Crash site memorials are different as they are location specific and less common.

Thissickbeat · 06/10/2025 11:15

Yanbu. It never gets tidied up. It's mostly blown away so people like me litter pick it later.

Balloon releases are criminal but local councils don't have the resources or guts to crack down on them. I do always give a "like" to people brave enough to complain about them on local news stories facebook feeds.

Belladog1 · 06/10/2025 11:15

I see it as litter if the tributes aren't removed.

Maybe I see it wrong, but this all started after Diana died and the public embraced public grieving. I see a few pop up in my village occasionally, but after a week or so they get tidied away by the parish council.

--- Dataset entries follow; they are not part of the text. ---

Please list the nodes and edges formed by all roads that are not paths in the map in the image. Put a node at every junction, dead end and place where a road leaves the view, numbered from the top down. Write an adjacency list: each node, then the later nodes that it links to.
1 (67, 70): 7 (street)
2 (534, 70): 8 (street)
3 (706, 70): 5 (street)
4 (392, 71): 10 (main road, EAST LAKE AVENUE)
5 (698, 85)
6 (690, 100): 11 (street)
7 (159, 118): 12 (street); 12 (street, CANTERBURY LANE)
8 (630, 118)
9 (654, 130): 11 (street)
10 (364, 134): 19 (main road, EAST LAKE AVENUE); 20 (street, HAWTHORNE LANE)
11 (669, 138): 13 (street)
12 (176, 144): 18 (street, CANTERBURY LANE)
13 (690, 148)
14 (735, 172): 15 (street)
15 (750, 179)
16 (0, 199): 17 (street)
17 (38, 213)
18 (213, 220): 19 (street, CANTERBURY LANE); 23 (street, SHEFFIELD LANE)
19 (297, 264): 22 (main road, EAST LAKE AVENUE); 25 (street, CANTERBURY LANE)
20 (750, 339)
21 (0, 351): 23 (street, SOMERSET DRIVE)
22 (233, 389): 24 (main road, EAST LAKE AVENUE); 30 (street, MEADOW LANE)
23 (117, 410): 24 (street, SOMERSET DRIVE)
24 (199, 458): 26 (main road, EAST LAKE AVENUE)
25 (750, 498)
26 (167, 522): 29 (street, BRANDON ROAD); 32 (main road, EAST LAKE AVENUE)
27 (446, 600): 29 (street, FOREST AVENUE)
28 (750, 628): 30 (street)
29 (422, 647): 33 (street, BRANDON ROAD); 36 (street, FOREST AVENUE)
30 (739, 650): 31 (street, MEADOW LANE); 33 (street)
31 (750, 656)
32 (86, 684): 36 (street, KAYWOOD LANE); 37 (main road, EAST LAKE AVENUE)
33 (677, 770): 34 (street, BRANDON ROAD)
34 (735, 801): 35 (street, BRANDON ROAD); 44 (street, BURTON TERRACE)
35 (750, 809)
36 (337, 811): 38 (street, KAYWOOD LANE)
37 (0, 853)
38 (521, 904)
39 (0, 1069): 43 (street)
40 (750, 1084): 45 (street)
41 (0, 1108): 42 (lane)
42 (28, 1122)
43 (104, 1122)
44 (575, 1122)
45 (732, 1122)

StreetLitter · 06/10/2025 11:17

Give the equivalent to an appropriate charity.

OP posts:
AutumnedCrow · 06/10/2025 11:22

StreetLitter · 06/10/2025 10:41

It’s not as bad as balloon releases but still unnecessary litter in the end. If it’s cleared away fair enough. The one near me had obviously been up a while. It looked a mess.

I wonder why all the mourners and grieving family & friends aren’t upset by the thought (and possibly the sight) of all that mournful tat flapping around like litter in the wind and rain?

I’d want it down and gone asap. Although to be honest, it wouldn’t cross my mind to do this kind of ‘decoration’ in the first place.

QPZM · 06/10/2025 11:26

I've never seen it for a funeral but I've seen it lots of times to mark anniversaries at accident spots.

I do agree though, it just becomes filthy rubbish after a while and always someone else's job to remove it.

ldnmusic87 · 06/10/2025 11:43

People near me do this now, it ends up tatty and littered everywhere but you can't criticise as people take it badly.

HobnobsChoice · 06/10/2025 11:59

A young lad died in a car accident in the town I grew up in. The spot became a "tribute" site even after his funeral and when the Council attempted to clear it things got quite heated. There is now a floral planter there I think and possibly a mosaic or a mural. Which was a better long term way to remember him and also looks nicer than deflated balloons, rotted flowers and bottles of beer and cigarettes as well a bike helmets.

That ribbons & balloons along public streets for a funeral is litter rather than a tribute?
That ribbons & balloons along public streets for a funeral is litter rather than a tribute?
CoffeeCantata · 06/10/2025 12:01

An entitled imposition on public space, among other things.

I just hope they take them down afterwards. But I won’t hold my breath.

CoffeeCantata · 06/10/2025 12:03

Yes - the idiots who leave the wrapping on flowers so that composting isn’t possible.

So many thoughtless people.

Bambamhoohoo · 06/10/2025 12:06

I generally find this a bit of an odd conversation. I think if you look at it from a place of expectations- do you expect there to be no litter/ unpleasant view as a standard?
Is that expectation more of less important than human emotions? If a family believes that their grieving involves ribbons, does that impact your expectation for no litter at all?

are there tiers of respectability? Would you say the same for ribbons put up for say, elsie dot stancombe, a 6 year old murdered in broad daylight? Is that better worse or the same than an 80 year who died from lung cancer?

it just opens up loads of questions about grief and the extent to which we are willing to allow it to intrude on our lives, and community and understanding. It’s quite interesting really.

CoffeeCantata · 06/10/2025 12:19

A friend of mine found a man had hanged himself on a tree in her garden. A tragedy - yes - and my friend found him. Awful for all concerned.

But the bereaved family then wanted to set up a shrine under the tree and be allowed to visit whenever they wanted. My friend said no, and I think that’s fair enough. His shrine should be at his grave.

SprayWhiteDung · 06/10/2025 14:50

Not quite the same thing, but I'm reminded of Willy Collins - the self-proclaimed King of Sheffield - and the gigantic 37-tonne marble memorial that his family constructed in the council-run cemetery.

It looked like a (not too) miniature ancient Graeco-Roman temple with all manner of embellishments, including a constantly-playing jukebox with all of his favourite songs on it.

I know the local council have had a long-running battle with his family over it, but I don't think it's ever been resolved yet.